# YOUR ASSIGNMENT
Among the entries, find the lines with the string "roads" and copy them.

[Saved entries]
^^^^^^^^^^^^^^^^

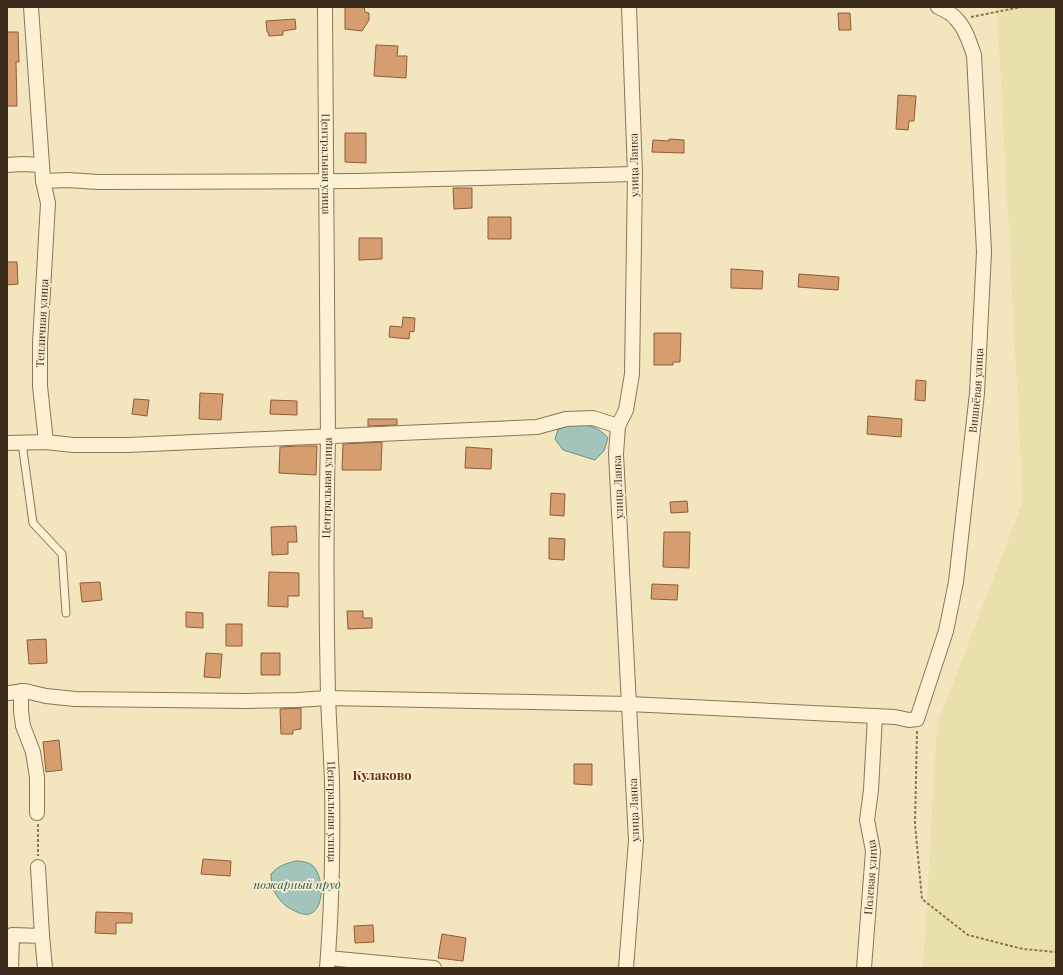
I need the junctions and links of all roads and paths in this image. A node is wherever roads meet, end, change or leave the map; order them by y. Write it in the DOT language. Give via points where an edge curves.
graph roads {
  1 [pos="31,7"];
  2 [pos="326,7"];
  3 [pos="629,7"];
  4 [pos="938,7"];
  5 [pos="1021,7"];
  6 [pos="1014,8"];
  7 [pos="957,20"];
  8 [pos="7,165"];
  9 [pos="42,165"];
  10 [pos="635,174"];
  11 [pos="326,180"];
  12 [pos="43,181"];
  13 [pos="618,426"];
  14 [pos="328,437"];
  15 [pos="46,442"];
  16 [pos="22,443"];
  17 [pos="7,444"];
  18 [pos="66,613"];
  19 [pos="328,698"];
  20 [pos="629,704"];
  21 [pos="875,716"];
  22 [pos="917,719"];
  23 [pos="37,813"];
  24 [pos="38,867"];
  25 [pos="42,936"];
  26 [pos="1056,952"];
  27 [pos="327,963"];
  28 [pos="11,968"];
  29 [pos="45,968"];
  30 [pos="434,968"];
  31 [pos="626,968"];
  32 [pos="864,968"];
  1 -- 9 [label="street, Тепличная улица"];
  2 -- 11 [label="street, Центральная улица"];
  3 -- 10 [label="street, улица Ланка"];
  4 -- 7 [label="street"];
  5 -- 6 [label="path"];
  6 -- 7 [label="path"];
  7 -- 22 [label="street, Вишнёвая улица" via="974,55 984,252 977,393 956,582 946,631"];
  8 -- 9 [label="street"];
  9 -- 12 [label="street, Тепличная улица"];
  10 -- 11 [label="street"];
  10 -- 13 [label="street, улица Ланка" via="632,374 626,410"];
  11 -- 12 [label="street"];
  11 -- 14 [label="street, Центральная улица"];
  12 -- 15 [label="street, Тепличная улица" via="48,203 40,386"];
  13 -- 14 [label="street" via="586,418 566,419 537,427"];
  13 -- 20 [label="street, улица Ланка" via="616,454"];
  14 -- 15 [label="street" via="128,445 72,445"];
  14 -- 19 [label="street, Центральная улица"];
  15 -- 16 [label="street"];
  16 -- 17 [label="street"];
  16 -- 18 [label="lane" via="33,523 62,554"];
  19 -- 20 [label="street"];
  19 -- 23 [label="street" via="247,701 75,699 25,691 15,692 23,726 33,752 37,777"];
  19 -- 27 [label="street, Центральная улица" via="332,781 332,866"];
  20 -- 21 [label="street"];
  20 -- 31 [label="street, улица Ланка" via="636,840"];
  21 -- 22 [label="street"];
  21 -- 32 [label="street, Полевая улица" via="867,820 873,851"];
  22 -- 26 [label="path" via="915,824 922,899 968,935 1023,949"];
  23 -- 24 [label="path"];
  24 -- 25 [label="street"];
  25 -- 28 [label="street" via="12,935"];
  25 -- 29 [label="street"];
  27 -- 30 [label="street"];
}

^^^^^^^^^^^^^^^^

# ANSWER TO THIS EXERCISE
I need the junctions and links of all roads and paths in this image. A node is wherever roads meet, end, change or leave the map; order them by y. Write it in the DOT language. Give via points where an edge curves.
graph roads {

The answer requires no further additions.